[Brief] Set down every record below exactly as it appears, but without the pictures.

[Data listing]
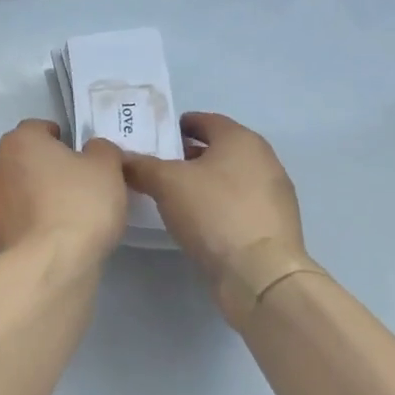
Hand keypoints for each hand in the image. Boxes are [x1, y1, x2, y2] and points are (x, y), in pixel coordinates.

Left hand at [0, 119, 127, 276]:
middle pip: (25, 158)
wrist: (50, 264)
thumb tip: (93, 150)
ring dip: (37, 194)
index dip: (62, 138)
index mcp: (19, 140)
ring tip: (67, 213)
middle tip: (77, 184)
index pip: (39, 128)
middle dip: (47, 166)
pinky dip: (32, 220)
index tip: (80, 156)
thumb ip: (101, 150)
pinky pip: (17, 216)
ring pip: (18, 188)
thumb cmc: (79, 204)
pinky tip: (54, 235)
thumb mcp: (107, 168)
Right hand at [120, 112, 314, 325]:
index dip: (176, 126)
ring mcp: (274, 193)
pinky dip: (217, 204)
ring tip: (171, 196)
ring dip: (202, 182)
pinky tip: (196, 220)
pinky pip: (238, 203)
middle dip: (186, 156)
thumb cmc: (213, 212)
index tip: (153, 138)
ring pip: (228, 177)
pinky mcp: (275, 225)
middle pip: (217, 149)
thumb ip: (139, 165)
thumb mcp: (165, 183)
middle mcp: (263, 159)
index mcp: (240, 139)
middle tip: (155, 167)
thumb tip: (119, 158)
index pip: (204, 120)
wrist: (261, 275)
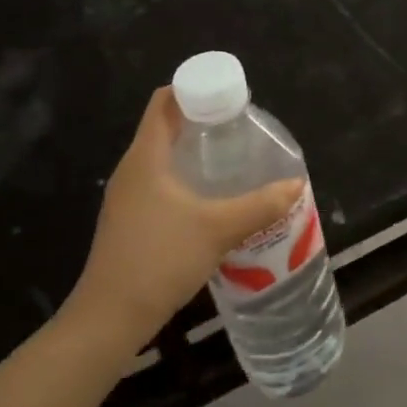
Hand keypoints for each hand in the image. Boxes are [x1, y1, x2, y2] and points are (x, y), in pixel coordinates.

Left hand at [63, 87, 304, 343]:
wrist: (110, 318)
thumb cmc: (160, 258)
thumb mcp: (219, 228)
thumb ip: (261, 204)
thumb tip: (297, 184)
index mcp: (146, 157)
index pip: (164, 102)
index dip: (194, 89)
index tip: (228, 96)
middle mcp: (133, 170)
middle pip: (165, 127)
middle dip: (202, 121)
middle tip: (240, 126)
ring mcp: (128, 198)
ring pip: (163, 158)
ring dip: (194, 152)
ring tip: (233, 158)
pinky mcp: (130, 222)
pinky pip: (160, 183)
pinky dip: (185, 178)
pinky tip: (211, 198)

[Result of the task]
Hand keypoints for each hand in the image. Boxes are [x1, y1, x2, y2] and points are (x, y), in pixel coordinates.

Left hand at [0, 119, 127, 276]:
middle pip: (25, 158)
wrist: (50, 264)
thumb tip: (93, 150)
ring dip: (37, 194)
index dip: (62, 138)
index mcp: (19, 140)
ring tip: (67, 213)
middle tip: (77, 184)
index pip: (39, 128)
middle dip: (47, 166)
pinky dip: (32, 220)
index tip: (80, 156)
thumb ip: (101, 150)
pinky pip: (17, 216)
ring pip: (18, 188)
thumb cmc: (79, 204)
pinky tip: (54, 235)
thumb mcp: (107, 168)
Right hand at [120, 112, 314, 325]:
index dip: (176, 126)
ring mcp: (274, 193)
pinky dip: (217, 204)
ring tip: (171, 196)
ring dip: (202, 182)
pinky tip: (196, 220)
pinky pip: (238, 203)
middle dip: (186, 156)
thumb cmc: (213, 212)
index tip: (153, 138)
ring pip: (228, 177)
pinky mcp: (275, 225)
middle pip: (217, 149)
thumb ip: (139, 165)
thumb mcp: (165, 183)
middle mcp: (263, 159)
index mcp: (240, 139)
middle tip: (155, 167)
thumb tip: (119, 158)
index pip: (204, 120)
wrist: (261, 275)
Hand keypoints for each hand in the image. Boxes are [x1, y1, x2, y2] and points are (x, y), in pixel coordinates.

Left hand at [63, 87, 304, 343]:
wrist: (110, 318)
thumb cmc: (160, 258)
thumb mcp: (219, 228)
thumb ip: (261, 204)
thumb tip: (297, 184)
index mcp: (146, 157)
index pip: (164, 102)
index dip: (194, 89)
index tip: (228, 96)
middle mcp: (133, 170)
middle pip: (165, 127)
middle dip: (202, 121)
middle tip: (240, 126)
ring mcp: (128, 198)
ring pip: (163, 158)
ring dip: (194, 152)
ring tip: (233, 158)
pinky mcp: (130, 222)
pinky pip: (160, 183)
pinky dip: (185, 178)
pinky tip: (211, 198)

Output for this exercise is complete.